→ **Exercise**: Exactly as written, output each of the lines below, with no images.

→ **The input**:
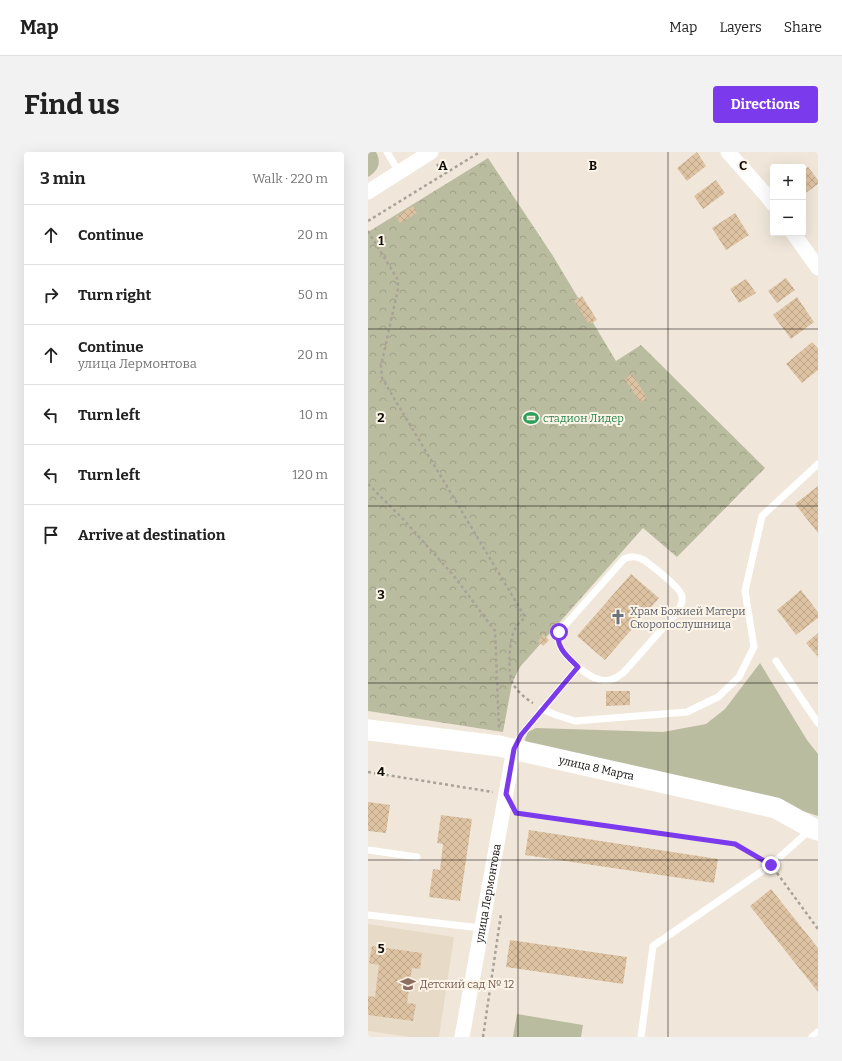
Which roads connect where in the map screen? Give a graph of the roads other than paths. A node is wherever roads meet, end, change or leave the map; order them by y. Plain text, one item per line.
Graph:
1 (387, 152) edge
2 (431, 152) edge
3 (728, 152) edge
4 (399, 172) junction
5 (368, 192) edge
6 (770, 200) edge
7 (795, 236) edge
8 (818, 268) edge
9 (818, 464) edge
10 (776, 661) dead end
11 (578, 667) junction
12 (542, 709) junction
13 (818, 722) edge
14 (368, 730) edge
15 (514, 749) junction
16 (816, 831) edge
17 (368, 850) edge
18 (417, 857) dead end
19 (368, 915) edge
20 (481, 928) junction
21 (818, 1032) edge
22 (462, 1037) edge
23 (642, 1037) edge
24 (812, 1037) edge

1 - 4 lane
2 - 4 street
3 - 6 street
4 - 5 street
7 - 8 street
9 - 12 lane
10 - 13 lane
11 - 11 lane
11 - 12 lane
12 - 15 lane
14 - 15 street, улица 8 Марта
15 - 16 street, улица 8 Марта
15 - 20 street, улица Лермонтова
16 - 23 lane
17 - 18 lane
19 - 20 lane
20 - 22 street, улица Лермонтова
21 - 24 lane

→ **Output of the task**:
Which roads connect where in the map screen? Give a graph of the roads other than paths. A node is wherever roads meet, end, change or leave the map; order them by y. Plain text, one item per line.
Graph:
1 (387, 152) edge
2 (431, 152) edge
3 (728, 152) edge
4 (399, 172) junction
5 (368, 192) edge
6 (770, 200) edge
7 (795, 236) edge
8 (818, 268) edge
9 (818, 464) edge
10 (776, 661) dead end
11 (578, 667) junction
12 (542, 709) junction
13 (818, 722) edge
14 (368, 730) edge
15 (514, 749) junction
16 (816, 831) edge
17 (368, 850) edge
18 (417, 857) dead end
19 (368, 915) edge
20 (481, 928) junction
21 (818, 1032) edge
22 (462, 1037) edge
23 (642, 1037) edge
24 (812, 1037) edge

1 - 4 lane
2 - 4 street
3 - 6 street
4 - 5 street
7 - 8 street
9 - 12 lane
10 - 13 lane
11 - 11 lane
11 - 12 lane
12 - 15 lane
14 - 15 street, улица 8 Марта
15 - 16 street, улица 8 Марта
15 - 20 street, улица Лермонтова
16 - 23 lane
17 - 18 lane
19 - 20 lane
20 - 22 street, улица Лермонтова
21 - 24 lane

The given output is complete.